Abramovich - a Russian tale
04 June 2018
It has been difficult to avoid reading about Roman Abramovich in the media recently. He is more famous than other Russian billionaires based in the UK because he owns Chelsea football club.
It has been widely reported that he holds - or, at any rate, held - a Tier 1 Investor visa, and it was also widely reported that he had applied for a new visa (we presume that this would have been a Tier 1 Investor extension visa) but that the application was taking “longer than usual” to be processed by the Home Office. It was suggested that this might be something to do with the fact that he is, apparently, good friends with President Putin of Russia.
Russian Government sources hastened to assure us that there was no doubt some sort of political dodgy dealing by HM Government in connection with the “longer than usual” visa processing.
And - horror of horrors - it was suggested that Mr Abramovich may have missed Chelsea’s FA Cup final win last month because he could not be in the UK due to his “visa problems”.
And then, to make things a bit more complicated, it appears that he has suddenly acquired Israeli citizenship, under the Israeli “Law of Return”. This was rendered possible by his being Jewish.
And most recently it was reported that he had withdrawn his visa application and that he had cancelled plans for a new £1bn stadium plan for Chelsea FC.
The Home Office would not make any specific comment about Mr Abramovich’s case (as is their normal practice) but they did confirm - as indeed we already knew - that Tier 1 Investor applications are generally now being scrutinised more carefully than previously. And, more ominously, that previously-granted Tier 1 Investor visas are being re-scrutinised.

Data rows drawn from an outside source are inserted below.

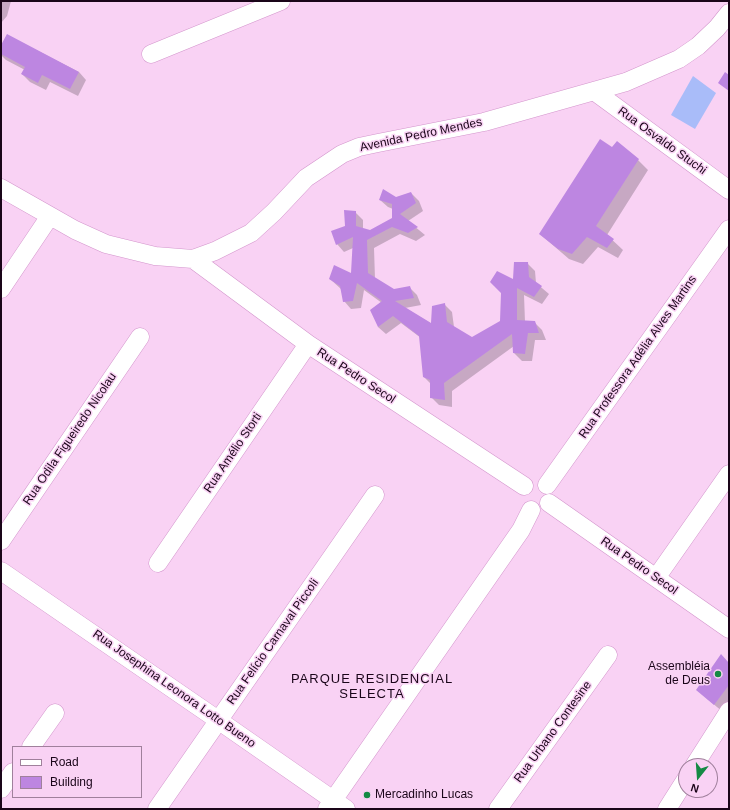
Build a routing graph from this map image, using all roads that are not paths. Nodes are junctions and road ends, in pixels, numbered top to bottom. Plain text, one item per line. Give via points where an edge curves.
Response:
1 (281, 1) edge
2 (729, 13) edge
3 (151, 54) dead end
4 (594, 91) junction
5 (1, 188) edge
6 (729, 190) edge
7 (50, 216) junction
8 (729, 228) edge
9 (193, 259) junction
10 (1, 288) edge
11 (140, 337) dead end
12 (308, 344) junction
13 (729, 474) edge
14 (524, 486) junction
15 (548, 494) junction
16 (375, 495) dead end
17 (531, 510) junction
18 (1, 541) edge
19 (158, 563) dead end
20 (1, 571) edge
21 (656, 578) junction
22 (729, 629) edge
23 (608, 655) dead end
24 (729, 711) edge
25 (55, 713) dead end
26 (218, 720) junction
27 (32, 746) edge
28 (699, 758) edge
29 (12, 773) edge
30 (1, 789) edge
31 (678, 792) edge
32 (335, 806) edge
33 (157, 809) edge
34 (498, 809) edge
35 (667, 809) edge

1 - 3 street
2 - 4 street, Avenida Pedro Mendes via 698,46 680,59 626,82
4 - 6 street, Rua Osvaldo Stuchi
4 - 9 street, Avenida Pedro Mendes via 484,122 359,147 342,154 306,178 251,233
5 - 7 street, Avenida Pedro Mendes
7 - 9 street, Avenida Pedro Mendes via 90,237 130,251 175,259
7 - 10 street
8 - 15 street, Rua Professora Adélia Alves Martins
9 - 12 street, Rua Pedro Secol
11 - 18 street, Rua Odila Figueiredo Nicolau
12 - 14 street, Rua Pedro Secol
12 - 19 street, Rua Amélio Storti
13 - 21 street
14 - 15 street via 536,480
14 - 17 street via 521,500
15 - 17 street via 544,508
15 - 21 street, Rua Pedro Secol
16 - 26 street, Rua Felício Carnaval Piccoli
17 - 32 street via 522,530
20 - 26 street, Rua Josephina Leonora Lotto Bueno
21 - 22 street, Rua Pedro Secol
23 - 34 street, Rua Urbano Contesine
24 - 28 street
25 - 27 street
26 - 32 street, Rua Josephina Leonora Lotto Bueno
26 - 33 street, Rua Felício Carnaval Piccoli
29 - 30 street
31 - 35 street

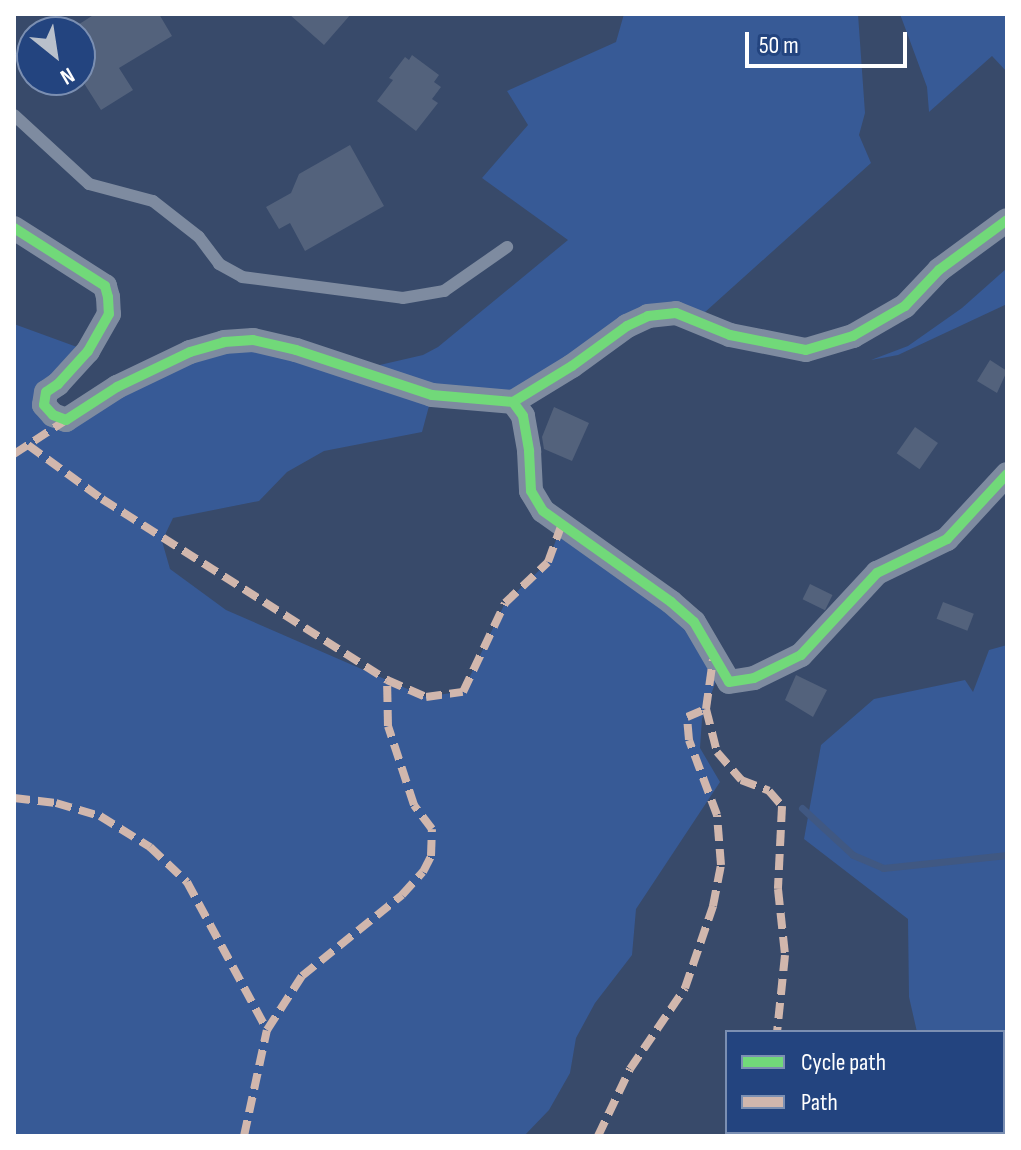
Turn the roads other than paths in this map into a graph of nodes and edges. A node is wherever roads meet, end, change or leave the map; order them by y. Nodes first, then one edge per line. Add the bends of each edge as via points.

The Home Office never says that it is the Russians who are being exclusively targeted in this way, but everybody knows the way that the political winds are blowing at the moment. There must be at least a possibility that some rich Russians will have their Tier 1 Investor visas taken away, on the grounds that their investment funds were obtained fraudulently or illegally.
The Home Office also said that, even if Mr Abramovich had indeed acquired Israeli citizenship, this would only entitle him to come to the UK for a visit, and not to work.
This is one of those tangled tales where politics and immigration practice collide, and different media sources gave slightly different versions. It is not possible to work out the exact truth. But one thing that is true is what the Home Office said about Israeli citizenship. Israeli nationals are “non-visa” nationals, which means that they can come to the UK for a visit without any visitor visa but they cannot “work” in the UK within the legal meaning.
This is a slightly tricky subject because “work” may be difficult to define. A “business visitor” is allowed to carry out peripheral - but strictly limited - working activities. At any rate, if Mr Abramovich turns up at the UK border bearing his Israeli passport and asks to come in as a visitor, he will have to show that he intends to come as a genuine visitor and that he does not intend to carry out any non-permitted activities (and also that he has enough money in the bank to pay for his visit and return air fare - probably not a big problem in his case).
But it is a bit worse than this. The Home Office did not mention it, but if someone in his position were to fail to convince the immigration control at the airport that he was a genuine visitor then he would be refused leave to enter the UK and would very likely end up being sent back to where he had flown from. Such an “administrative removal” could result in a time period ban from the UK, which would be rather embarrassing.
The best course of action for a non-visa national who is worried that they might be refused leave to enter as a visitor is to apply for a UK visitor visa before coming to the UK; if it is refused they at least know where he stood.
And there is another thing: visitors, even if successfully admitted to the UK, cannot stay here for more than six months per 12 months. And, not only that, but they must not intend to “live in the UK for extended periods through frequent or successive visits” - an obscure verbal formula that does not sound very welcoming. It is probable that somebody who seeks to come to the UK for the full six months every 12 months will run into difficulties.
In any event, the issues about his visa application are not entirely clear. If he has indeed withdrawn the visa application the burning question is Why? If true he has significantly cut off his connections with the UK. Perhaps more facts may emerge in the future and at the moment we can only speculate.
But the landscape for Russian Tier 1 Investors is looking rather fragile at the moment. We hasten to add that we are well aware - and despite the impression one might get from the media - that most Russian investors in the UK are upstanding and honest people.
If you need advice about your Tier 1 Investor visa you should approach a competent lawyer.